In the GDR, beauty pageants were also forbidden as "degradation and exploitation of the woman by capitalism". Nevertheless, in the Eastern part of Berlin some contests were held, camouflaged as culture evenings, in the second half of the 1980s. The winners received a cake and a bouquet as a prize. In 1990, the MGC (see above) held the only official election for Miss DDR. The winner, Leticia Koffke, became the first all-German Miss Germany a few months later following reunification.

In some years, no national contests were held: the German delegates for international pageants were handpicked from the regional winners, without a final, as happened from 1972 to 1978. In 1971, the term of Irene Neumann was even extended for another year.

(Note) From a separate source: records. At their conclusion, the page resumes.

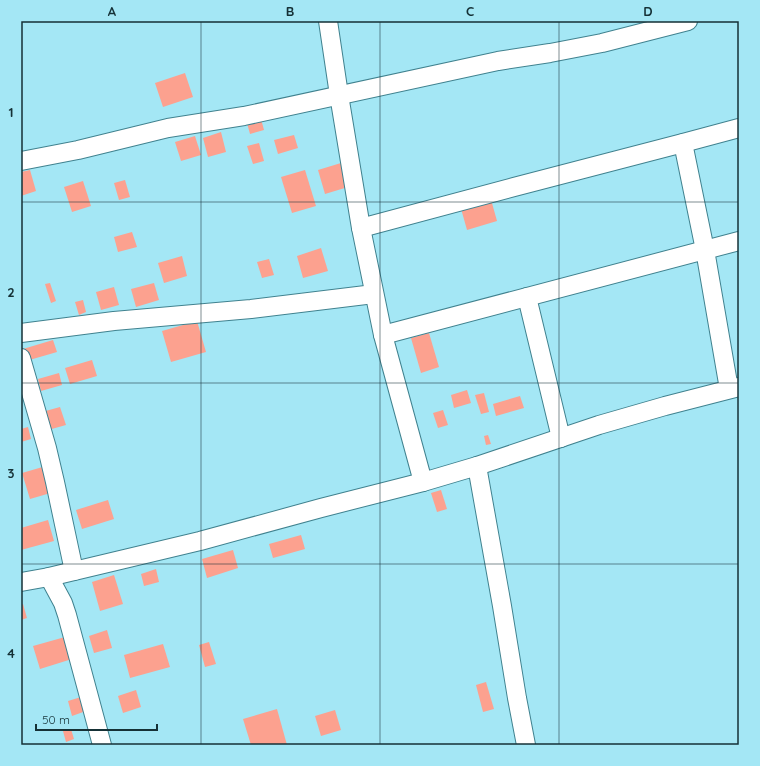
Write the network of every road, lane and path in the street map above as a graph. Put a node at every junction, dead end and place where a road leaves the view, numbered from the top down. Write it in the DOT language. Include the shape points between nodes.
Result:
graph roads {
  1 [pos="328,21"];
  2 [pos="688,21"];
  3 [pos="339,95"];
  4 [pos="739,128"];
  5 [pos="683,143"];
  6 [pos="21,161"];
  7 [pos="361,228"];
  8 [pos="739,241"];
  9 [pos="705,250"];
  10 [pos="374,294"];
  11 [pos="527,297"];
  12 [pos="21,333"];
  13 [pos="383,335"];
  14 [pos="21,358"];
  15 [pos="734,388"];
  16 [pos="561,438"];
  17 [pos="476,466"];
  18 [pos="423,482"];
  19 [pos="74,571"];
  20 [pos="49,577"];
  21 [pos="21,582"];
  22 [pos="102,745"];
  23 [pos="526,745"];
  1 -- 3 [label="street"];
  2 -- 3 [label="street" via="602,43 498,61"];
  3 -- 6 [label="street" via="244,116 168,128"];
  3 -- 7 [label="street"];
  4 -- 5 [label="street"];
  5 -- 7 [label="street"];
  5 -- 9 [label="street"];
  7 -- 10 [label="street"];
  8 -- 9 [label="street"];
  9 -- 11 [label="street"];
  9 -- 15 [label="street"];
  10 -- 12 [label="street"];
  10 -- 13 [label="street"];
  11 -- 13 [label="street"];
  11 -- 16 [label="street"];
  13 -- 18 [label="street"];
  14 -- 19 [label="street" via="47,448"];
  15 -- 16 [label="street"];
  16 -- 17 [label="street"];
  17 -- 18 [label="street"];
  17 -- 23 [label="street"];
  18 -- 19 [label="street" via="200,541"];
  19 -- 20 [label="street"];
  20 -- 21 [label="street"];
  20 -- 22 [label="street" via="67,615"];
}
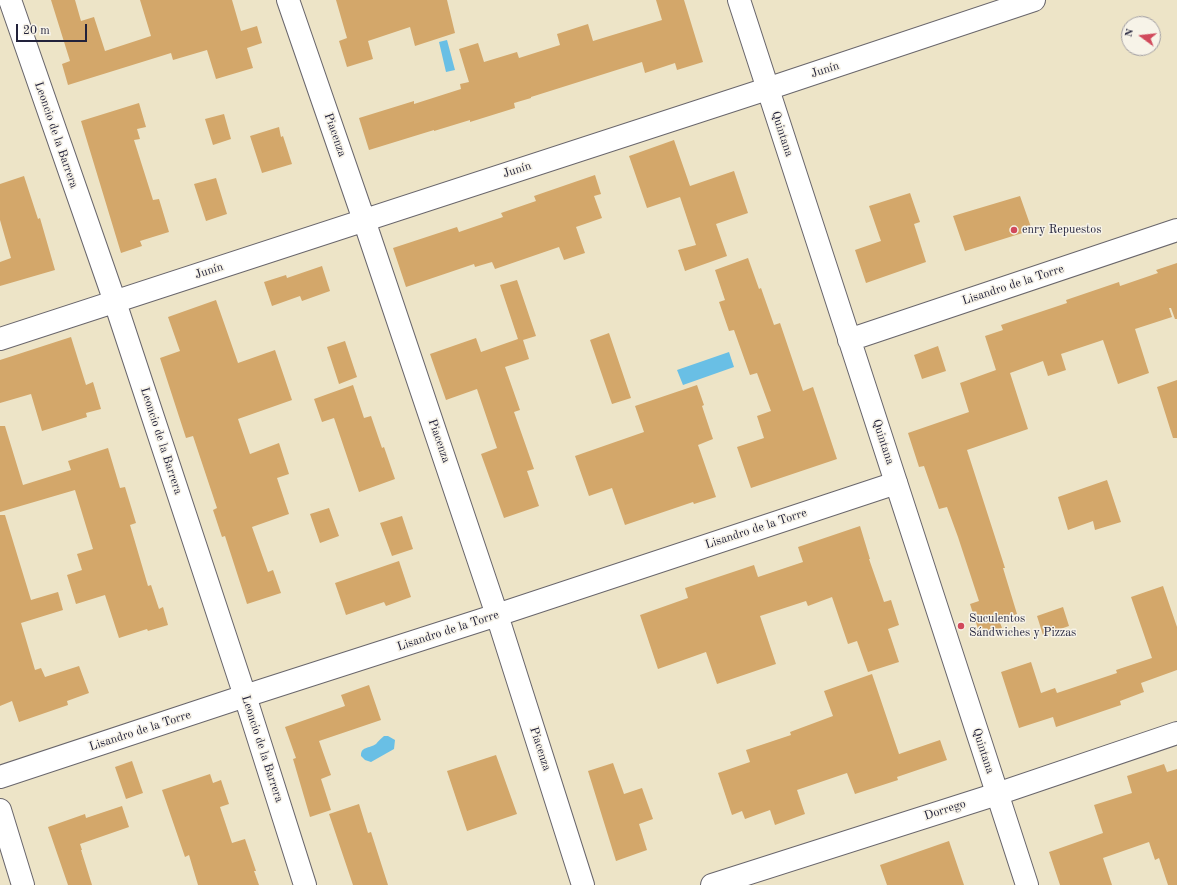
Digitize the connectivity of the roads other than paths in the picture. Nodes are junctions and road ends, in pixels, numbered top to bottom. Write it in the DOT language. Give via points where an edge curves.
graph roads {
  1 [pos="10,0"];
  2 [pos="288,0"];
  3 [pos="739,0"];
  4 [pos="1034,0"];
  5 [pos="768,89"];
  6 [pos="364,220"];
  7 [pos="1177,230"];
  8 [pos="115,302"];
  9 [pos="0,340"];
  10 [pos="849,340"];
  11 [pos="896,483"];
  12 [pos="497,616"];
  13 [pos="245,696"];
  14 [pos="1177,734"];
  15 [pos="0,777"];
  16 [pos="997,794"];
  17 [pos="0,810"];
  18 [pos="23,885"];
  19 [pos="305,885"];
  20 [pos="583,885"];
  21 [pos="712,885"];
  22 [pos="1027,885"];
  1 -- 8 [label="street, Leoncio de la Barrera"];
  2 -- 6 [label="street, Piacenza"];
  3 -- 5 [label="street, Quintana"];
  4 -- 5 [label="street, Junín"];
  5 -- 6 [label="street, Junín"];
  5 -- 10 [label="street, Quintana"];
  6 -- 8 [label="street, Junín"];
  6 -- 12 [label="street, Piacenza"];
  7 -- 10 [label="street, Lisandro de la Torre"];
  8 -- 9 [label="street, Junín"];
  8 -- 13 [label="street, Leoncio de la Barrera"];
  10 -- 11 [label="street, Quintana"];
  11 -- 12 [label="street, Lisandro de la Torre"];
  11 -- 16 [label="street, Quintana"];
  12 -- 13 [label="street, Lisandro de la Torre"];
  12 -- 20 [label="street, Piacenza"];
  13 -- 15 [label="street, Lisandro de la Torre"];
  13 -- 19 [label="street, Leoncio de la Barrera"];
  14 -- 16 [label="street, Dorrego"];
  16 -- 21 [label="street, Dorrego"];
  16 -- 22 [label="street, Quintana"];
  17 -- 18 [label="street"];
}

After the bankruptcy of the Opal company, a period of decline followed. There were no financially strong sponsors. Members of the Revolution of 1968 and feminists mobilized against the "meat-inspects". Public interest diminished. Influential organisers became not active before the end of the 1970s. The international franchises held by Opal became vacant. In 1979, Miss Germany was elected live in the German television for the first time. It was not until 1982 that the first rival contest was held again after a long interval.

Since 1985, at least two organisations run rival pageants: 
 The MGC (Miss Germany Corporation, Oldenburg) of Horst Klemmer, compère in preliminaries and finals of the 1960s, together with his son Ralf, send their winners to the Miss World and Queen of the World pageants. After an unsuccessful lawsuit of event-manager Erich Reindl in 1982, neither MGC nor another promoter can claim protection of the title. Not before 1999, MGC succeed in having registered Miss Germany  as a trade mark at the  Office for Harmonization in the Internal Market in Alicante (Spain), and secure the exclusive rights. From 2000 on, other organisers have to pick up other titles – not only for the pageants, but also for their companies‘ names. In addition to Miss Germany, MGC temporarily held also Miss World Germany, German Miss World, Queen of Germany, and Beauty Queen of Germany. Moreover, there are contests for Misses Germany and Mister Germany and Miss Germany 50 plus. In 2010, it acquired the Miss Earth license -where the Miss Germany winner will take part.
 The Miss Germany Company holds beauty pageants from 1985 to 1991: Miss Europe 1991 – Susanne Petry – came there. Not much is known about this company, besides the names of their winners. The company possibly is a predecessor of MGA.
 In 1991, the MGA (Miss Germany Association, Bergheim near Cologne) of Detlef Tursies run a Miss Germany pageant for the first time. The winners participate in Miss Universe, Miss International, Miss Europe, and Miss Intercontinental. In 1999, MGA transforms into MGO (Miss Germany Organisation). From 2000, they award the title Miss Deutschland, and change their name again: MGO - Komitee Miss Deutschland. Furthermore, they hold the international franchises as mentioned above.
 A short time before the title gains exclusivity, the situation becomes most unclear: In 1999, a third Miss Germany appears – Yvonne Wölke from Berlin. In autumn of 1999, two other organisations chose their titleholders for the year 2000 – Model of Germany Productions in Mainz-Kastel (= Miss Germany No. 4), and the MGF (Miss Germany Foundation, Barby) in Magdeburg, who awards the title Miss Millennium Deutschland (from 2001, Princess of Germany).

Titleholders

1927–1933

Notes: Daisy d’Ora was a pseudonym. The real name of the 1931 winner was Daisy, Baronesse von Freyberg. – In 1935, Elisabeth Pitz from Saarbrücken participated in the Miss Europe Pageant in Paris as last German delegate before World War II. But she was not Miss Germany.

1949–1984

Note: (1) In 1979, the Miss Germany election was broadcast live on German TV for the first time.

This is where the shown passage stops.